##### SUPPLIED RECORDS #####

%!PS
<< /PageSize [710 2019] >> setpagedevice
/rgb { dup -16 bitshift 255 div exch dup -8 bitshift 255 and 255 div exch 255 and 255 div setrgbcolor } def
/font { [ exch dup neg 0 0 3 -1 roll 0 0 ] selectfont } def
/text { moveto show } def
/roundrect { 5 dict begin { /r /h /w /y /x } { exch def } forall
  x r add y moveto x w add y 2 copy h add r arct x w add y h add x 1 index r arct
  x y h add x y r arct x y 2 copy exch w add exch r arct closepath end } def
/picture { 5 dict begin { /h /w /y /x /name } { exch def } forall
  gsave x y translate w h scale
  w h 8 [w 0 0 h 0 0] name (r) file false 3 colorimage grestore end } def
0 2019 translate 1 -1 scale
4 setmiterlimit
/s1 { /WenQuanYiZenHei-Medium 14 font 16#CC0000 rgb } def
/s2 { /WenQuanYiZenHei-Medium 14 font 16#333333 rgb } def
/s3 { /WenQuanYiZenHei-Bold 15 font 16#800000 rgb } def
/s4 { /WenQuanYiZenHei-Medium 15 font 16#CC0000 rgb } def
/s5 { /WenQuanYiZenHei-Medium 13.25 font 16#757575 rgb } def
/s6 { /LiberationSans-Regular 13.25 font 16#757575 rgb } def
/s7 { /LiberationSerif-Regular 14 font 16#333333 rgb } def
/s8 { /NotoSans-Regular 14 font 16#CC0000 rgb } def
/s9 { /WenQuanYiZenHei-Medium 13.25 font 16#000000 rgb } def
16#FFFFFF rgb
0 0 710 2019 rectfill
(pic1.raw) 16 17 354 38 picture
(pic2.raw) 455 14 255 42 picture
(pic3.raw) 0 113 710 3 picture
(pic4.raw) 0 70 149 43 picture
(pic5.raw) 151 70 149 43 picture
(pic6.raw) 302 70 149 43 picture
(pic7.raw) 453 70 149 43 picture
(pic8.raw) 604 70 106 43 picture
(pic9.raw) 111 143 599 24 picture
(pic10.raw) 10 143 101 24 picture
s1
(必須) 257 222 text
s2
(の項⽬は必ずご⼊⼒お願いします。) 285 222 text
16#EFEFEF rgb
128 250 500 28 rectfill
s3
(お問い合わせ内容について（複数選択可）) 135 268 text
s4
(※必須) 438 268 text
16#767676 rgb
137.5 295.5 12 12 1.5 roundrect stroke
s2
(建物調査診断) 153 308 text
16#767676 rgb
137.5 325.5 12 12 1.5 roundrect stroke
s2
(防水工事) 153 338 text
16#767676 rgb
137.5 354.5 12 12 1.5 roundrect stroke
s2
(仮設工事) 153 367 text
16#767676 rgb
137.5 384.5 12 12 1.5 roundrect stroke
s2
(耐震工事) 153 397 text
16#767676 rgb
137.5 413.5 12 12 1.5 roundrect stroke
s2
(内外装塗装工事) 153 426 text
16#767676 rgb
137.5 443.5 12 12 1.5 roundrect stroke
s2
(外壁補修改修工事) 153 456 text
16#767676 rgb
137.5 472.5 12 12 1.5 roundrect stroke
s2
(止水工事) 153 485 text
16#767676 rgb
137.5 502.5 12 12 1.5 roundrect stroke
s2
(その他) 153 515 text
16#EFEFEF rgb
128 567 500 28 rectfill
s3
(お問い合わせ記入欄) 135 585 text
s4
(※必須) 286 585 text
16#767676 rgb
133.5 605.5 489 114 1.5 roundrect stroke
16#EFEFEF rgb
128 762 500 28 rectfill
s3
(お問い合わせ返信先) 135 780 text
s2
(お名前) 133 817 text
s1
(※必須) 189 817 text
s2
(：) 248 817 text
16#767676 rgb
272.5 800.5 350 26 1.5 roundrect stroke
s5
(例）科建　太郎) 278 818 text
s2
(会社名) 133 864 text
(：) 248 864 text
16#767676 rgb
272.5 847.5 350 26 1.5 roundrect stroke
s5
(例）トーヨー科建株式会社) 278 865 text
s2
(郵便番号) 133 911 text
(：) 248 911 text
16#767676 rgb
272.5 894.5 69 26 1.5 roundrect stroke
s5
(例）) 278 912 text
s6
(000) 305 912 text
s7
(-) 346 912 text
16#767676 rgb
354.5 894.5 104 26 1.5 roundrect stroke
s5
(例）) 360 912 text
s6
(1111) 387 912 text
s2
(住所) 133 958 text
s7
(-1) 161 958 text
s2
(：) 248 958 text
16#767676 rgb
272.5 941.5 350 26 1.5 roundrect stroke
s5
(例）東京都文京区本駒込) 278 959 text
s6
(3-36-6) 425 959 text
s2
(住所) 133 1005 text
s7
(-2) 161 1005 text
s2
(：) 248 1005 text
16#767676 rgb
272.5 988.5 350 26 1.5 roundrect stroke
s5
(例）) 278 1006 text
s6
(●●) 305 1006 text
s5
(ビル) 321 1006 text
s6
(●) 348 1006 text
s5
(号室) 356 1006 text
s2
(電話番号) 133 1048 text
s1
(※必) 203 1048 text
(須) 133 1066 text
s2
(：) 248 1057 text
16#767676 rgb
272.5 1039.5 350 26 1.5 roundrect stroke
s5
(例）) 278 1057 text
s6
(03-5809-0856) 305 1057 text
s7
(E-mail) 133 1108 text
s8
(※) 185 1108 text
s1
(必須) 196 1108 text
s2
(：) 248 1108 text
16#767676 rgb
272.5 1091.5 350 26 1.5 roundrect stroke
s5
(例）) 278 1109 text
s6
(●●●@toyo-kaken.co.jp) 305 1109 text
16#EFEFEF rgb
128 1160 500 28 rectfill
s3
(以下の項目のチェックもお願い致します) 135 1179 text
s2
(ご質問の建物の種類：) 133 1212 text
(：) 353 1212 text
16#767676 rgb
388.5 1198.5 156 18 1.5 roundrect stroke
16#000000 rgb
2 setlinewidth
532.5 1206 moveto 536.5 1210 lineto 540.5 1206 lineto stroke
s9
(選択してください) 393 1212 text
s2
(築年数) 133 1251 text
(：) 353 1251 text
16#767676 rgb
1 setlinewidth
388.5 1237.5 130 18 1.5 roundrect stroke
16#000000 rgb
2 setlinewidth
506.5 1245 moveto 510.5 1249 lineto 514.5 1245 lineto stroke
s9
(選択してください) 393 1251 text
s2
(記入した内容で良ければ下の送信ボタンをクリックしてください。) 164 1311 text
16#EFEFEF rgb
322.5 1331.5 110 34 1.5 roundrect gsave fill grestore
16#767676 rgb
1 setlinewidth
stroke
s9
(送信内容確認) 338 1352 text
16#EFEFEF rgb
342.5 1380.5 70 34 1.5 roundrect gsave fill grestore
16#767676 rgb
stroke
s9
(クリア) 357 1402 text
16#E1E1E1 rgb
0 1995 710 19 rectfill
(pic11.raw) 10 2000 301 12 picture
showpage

#####

- **ABOUT THIS EXERCISE**
What you return should be exactly the lines above, starting at the one with "gsave x y translate w h scale" and ending at the one with "4 setmiterlimit", and nothing else.

- **OUTPUT BELOW**
  gsave x y translate w h scale
  w h 8 [w 0 0 h 0 0] name (r) file false 3 colorimage grestore end } def
0 2019 translate 1 -1 scale
4 setmiterlimit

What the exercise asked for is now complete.